Congratulations to N. Fadeke Castor, Winner of the 2025-2026 Wenner-Gren Fellowship in Anthropology and Black Experiences!

Project Description:
In their book project Dr. Castor explores how we can envision – and reach – a liberated future by centering Afro-Indigenous spirituality and ways of knowing. She locates ways they help us to imagine an ‘otherwise’ future where we can walk in the world with each other as kin, as relations, that are always already free through engagements with sacred praxis and the dynamics of fugitivity and resistance. In their project, they bring together Black feminist ethnographic methodologies grounded in Cultural Anthropology with Native American and Indigenous Studies, Black Studies, Caribbean Studies, and Religious Studies to address questions raised by the multiple crises of the current moment (from climate change to racial violence).
Bio:
Fadeke Castor (she/they) is a Black Feminist ethnographer and African diaspora studies scholar, with interests in religion, race, performance and the intersectional politics of decolonization.
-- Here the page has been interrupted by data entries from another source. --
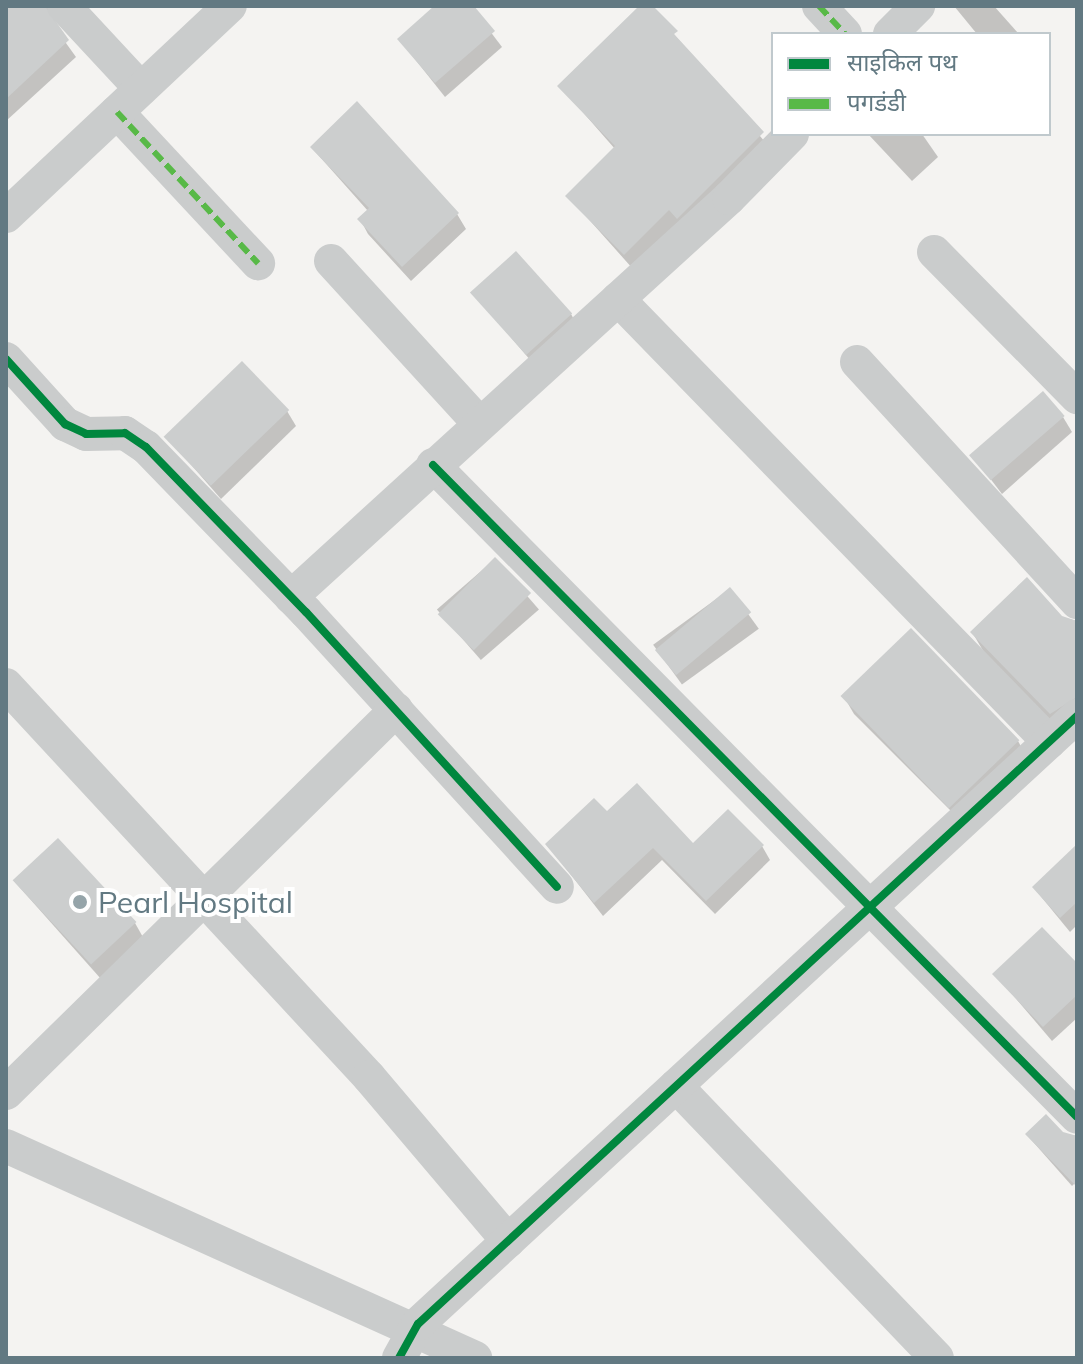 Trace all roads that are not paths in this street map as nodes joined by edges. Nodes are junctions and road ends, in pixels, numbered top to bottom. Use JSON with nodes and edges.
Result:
{"nodes":[{"id":1,"x":64,"y":6,"type":"edge"},
{"id":2,"x":230,"y":6,"type":"edge"},
{"id":3,"x":819,"y":6,"type":"edge"},
{"id":4,"x":918,"y":6,"type":"edge"},
{"id":5,"x":843,"y":32,"type":"edge"},
{"id":6,"x":892,"y":32,"type":"edge"},
{"id":7,"x":129,"y":100,"type":"junction"},
{"id":8,"x":790,"y":136,"type":"edge"},
{"id":9,"x":6,"y":216,"type":"edge"},
{"id":10,"x":934,"y":252,"type":"dead end"},
{"id":11,"x":331,"y":261,"type":"dead end"},
{"id":12,"x":258,"y":263,"type":"dead end"},
{"id":13,"x":618,"y":299,"type":"junction"},
{"id":14,"x":6,"y":359,"type":"edge"},
{"id":15,"x":857,"y":362,"type":"dead end"},
{"id":16,"x":1077,"y":397,"type":"edge"},
{"id":17,"x":479,"y":423,"type":"junction"},
{"id":18,"x":433,"y":465,"type":"junction"},
{"id":19,"x":291,"y":597,"type":"junction"},
{"id":20,"x":1077,"y":602,"type":"edge"},
{"id":21,"x":6,"y":685,"type":"edge"},
{"id":22,"x":396,"y":710,"type":"junction"},
{"id":23,"x":1066,"y":734,"type":"edge"},
{"id":24,"x":557,"y":887,"type":"dead end"},
{"id":25,"x":204,"y":903,"type":"junction"},
{"id":26,"x":869,"y":910,"type":"junction"},
{"id":27,"x":676,"y":1086,"type":"junction"},
{"id":28,"x":6,"y":1093,"type":"edge"},
{"id":29,"x":1077,"y":1117,"type":"edge"},
{"id":30,"x":6,"y":1146,"type":"edge"},
{"id":31,"x":508,"y":1241,"type":"junction"},
{"id":32,"x":406,"y":1346,"type":"edge"},
{"id":33,"x":475,"y":1358,"type":"edge"},
{"id":34,"x":937,"y":1358,"type":"edge"}],
"edges":[{"from":1,"to":7,"type":"street"},
{"from":2,"to":7,"type":"street"},
{"from":3,"to":5,"type":"street"},
{"from":4,"to":6,"type":"street"},
{"from":7,"to":9,"type":"street"},
{"from":7,"to":12,"type":"street"},
{"from":8,"to":13,"type":"street"},
{"from":10,"to":16,"type":"street"},
{"from":11,"to":17,"type":"street"},
{"from":13,"to":17,"type":"street"},
{"from":13,"to":23,"type":"street"},
{"from":14,"to":19,"type":"street"},
{"from":15,"to":20,"type":"street"},
{"from":17,"to":18,"type":"street"},
{"from":18,"to":19,"type":"street"},
{"from":18,"to":26,"type":"street"},
{"from":19,"to":22,"type":"street"},
{"from":21,"to":25,"type":"street"},
{"from":22,"to":24,"type":"street"},
{"from":22,"to":25,"type":"street"},
{"from":23,"to":26,"type":"street"},
{"from":25,"to":28,"type":"street"},
{"from":25,"to":31,"type":"street"},
{"from":26,"to":27,"type":"street"},
{"from":26,"to":29,"type":"street"},
{"from":27,"to":31,"type":"street"},
{"from":27,"to":34,"type":"street"},
{"from":30,"to":32,"type":"street"},
{"from":31,"to":32,"type":"street"},
{"from":32,"to":33,"type":"street"}]} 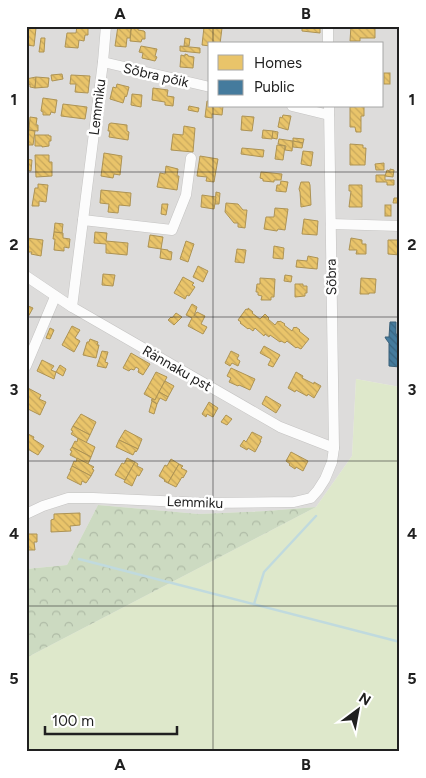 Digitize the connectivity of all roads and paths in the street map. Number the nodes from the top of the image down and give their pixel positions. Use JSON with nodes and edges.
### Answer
{"nodes":[{"id":1,"x":106,"y":26,"type":"edge"},
{"id":2,"x":328,"y":26,"type":"edge"},
{"id":3,"x":328,"y":42,"type":"edge"},
{"id":4,"x":103,"y":62,"type":"junction"},
{"id":5,"x":208,"y":87,"type":"edge"},
{"id":6,"x":307,"y":108,"type":"edge"},
{"id":7,"x":329,"y":111,"type":"edge"},
{"id":8,"x":191,"y":158,"type":"dead end"},
{"id":9,"x":83,"y":220,"type":"junction"},
{"id":10,"x":330,"y":224,"type":"junction"},
{"id":11,"x":400,"y":226,"type":"edge"},
{"id":12,"x":26,"y":276,"type":"edge"},
{"id":13,"x":55,"y":297,"type":"junction"},
{"id":14,"x":72,"y":307,"type":"junction"},
{"id":15,"x":26,"y":366,"type":"edge"},
{"id":16,"x":334,"y":448,"type":"junction"},
{"id":17,"x":26,"y":514,"type":"edge"}],
"edges":[{"from":1,"to":4,"type":"street","name":"Lemmiku"},
{"from":2,"to":3,"type":"street"},
{"from":4,"to":5,"type":"street","name":"Sõbra põik"},
{"from":4,"to":9,"type":"street","name":"Lemmiku"},
{"from":6,"to":7,"type":"street"},
{"from":7,"to":10,"type":"street","name":"Sõbra"},
{"from":8,"to":9,"type":"street"},
{"from":9,"to":14,"type":"street","name":"Lemmiku"},
{"from":10,"to":11,"type":"street"},
{"from":10,"to":16,"type":"street","name":"Sõbra"},
{"from":12,"to":13,"type":"street","name":"Rännaku pst"},
{"from":13,"to":14,"type":"street","name":"Rännaku pst"},
{"from":13,"to":15,"type":"street"},
{"from":14,"to":16,"type":"street","name":"Rännaku pst"},
{"from":16,"to":17,"type":"street","name":"Lemmiku"}]}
She is the award-winning author of Spiritual Citizenship: Transnational Pathways from Black Power to Ifá in Trinidad (Duke University Press, 2017; Clifford Geertz Prize, 2018), which illuminates how Trinidad Ifá/Orisha practitioners, following the political activism and social upheaval of the 1970s Black Power Revolution, shaped local, national, and transnational modes of belonging.
Dr. Castor’s research has been supported, in part, by Fulbright-Hays and Wenner-Gren grants and Gaius Bolin and Mellon fellowships. Their work can be found in Cultural Anthropology, Fieldwork in Religion, Studies in Religion/Sciences Religieuses, The Black Scholar and the Journal of World Popular Music. Her current research focuses on an exploration of African/Indigenous ways of knowing and systems of belonging as creating spaces that can shift our centers of being towards collective care, healing, and social transformation. As part of this larger project, they are building Digital Ancestral Altars: Remembrances of Trinidad Ifá/Orisha Elders a digital multi-modal repository and archive, to commemorate Trinidad’s ancestral Ifá/Orisha elders (funded by a Community Stories grant from The Crossroads Project, Princeton University and a Community Collaboration Grant from Northeastern’s NULab).
Currently, Dr. Castor is an Assistant Professor of Religion and Africana Studies at Northeastern University, where they are affiliated with NULab or Digital Humanities and Computational Social Science, Latinx, Latin American, and Caribbean Studies, Sociology and Anthropology, and Women’s, Gender, and Sexuality Studies. She is an affiliate of The Crossroads Project on Black Religious Histories, Communities, and Cultures at Princeton University and the Habitable Air: Urban Inequality in the Time of Climate Change Project at the University of Bergen (Norway). Recently, Dr. Castor was a Visiting Scholar at the Center for the Study of World Religions at Harvard Divinity School (2022-23).